The life of Michael Alig was a portrait in many films, books, music including the most famous movie inspired by his terrible life „Party Monster“ starring Macaulay Culkin as Alig. Alig died on Christmas Day 2020 by an overdose at the age of 54, after spending 17 years in prison for murder. He was one of the ringleaders of the Club Kids, a group of young New York City clubgoers who became a cultural phenomenon in the late 1980s and early 1990s. This is the short story of a character that can not be defined.

The “party monster” and murderer was the subject of the memoir by James St. James, originally titled Disco Bloodbath, which inspired a documentary by Fenton Bailey and Randy Barbato, “Party Monster”.  Another documentary, “Glory Daze: The Life and Times of Michael Alig”, is now streaming as well. Although the movie “Party Monster” with Macaulay Culkin deserve to be seen.
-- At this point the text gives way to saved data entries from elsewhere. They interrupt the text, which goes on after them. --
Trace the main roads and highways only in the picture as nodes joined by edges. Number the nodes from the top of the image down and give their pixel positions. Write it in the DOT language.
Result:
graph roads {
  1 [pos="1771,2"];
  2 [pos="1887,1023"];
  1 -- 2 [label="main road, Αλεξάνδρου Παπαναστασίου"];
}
While working at Danceteria, Alig studied the nightclub business and soon became a party promoter. His ability to stage memorable parties helped him rise in New York’s party scene. During this time, Alig and other regular clubgoers began creating flamboyant personas with costumes as a part drag queen, part clown, part infantilism, and later became known as “Club Kids”.

Michael Alig in 1988 | New York Daily News

In 1988, Alig was hired by the owner of The Limelight, Peter Gatien. Alig’s parties at The Limelight were such a hit that he began organizing parties for Gatien’s other clubs: Club USA, the Palladium, and Tunnel. Alig’s notorious “Outlaw Parties”, which were thrown in various unconventional places including a Burger King, a Dunkin’ Donuts, abandoned houses, and a subway, helped to revitalize the downtown New York City club scene which Village Voice columnist Michael Musto declared had atrophied after artist Andy Warhol died in 1987.

Alig’s Club Kids included (among others): “Ernie Glam”, “Gitsie”, “Jennytalia”, “Superstar DJ Keoki”, Amanda Lepore, Charlie “Dash” Prestano, Joshua Davis, “Richie Rich”, Robert “Freeze” Riggs, RuPaul, and “Walt Paper“. The group was also recognized as an artistic and fashion-conscious youth culture. They were a definitive force in New York City’s underground club culture at the time. Several Club Kids have made long-lasting contributions to mainstream art and fashion. According to former Club Kid Wallpaper, “The nightclub for me was like a laboratory, a place where you were encouraged and rewarded for experimentation.” However, Alig was plagued by heavy drug use. He began adding drug dealers to the Club Kids roster and Peter Gatien’s payroll, and increasing numbers of Club Kids became addicted to drugs.

As Alig’s popularity in the club scene grew, so did his drug use. He was arrested several times for drug offences and entered rehab but continued to use drugs. In 1995, his boss, Gatien, sent Alig to rehab once again.[14] Alig later claimed that after he completed his stint and was released, Gatien fired him.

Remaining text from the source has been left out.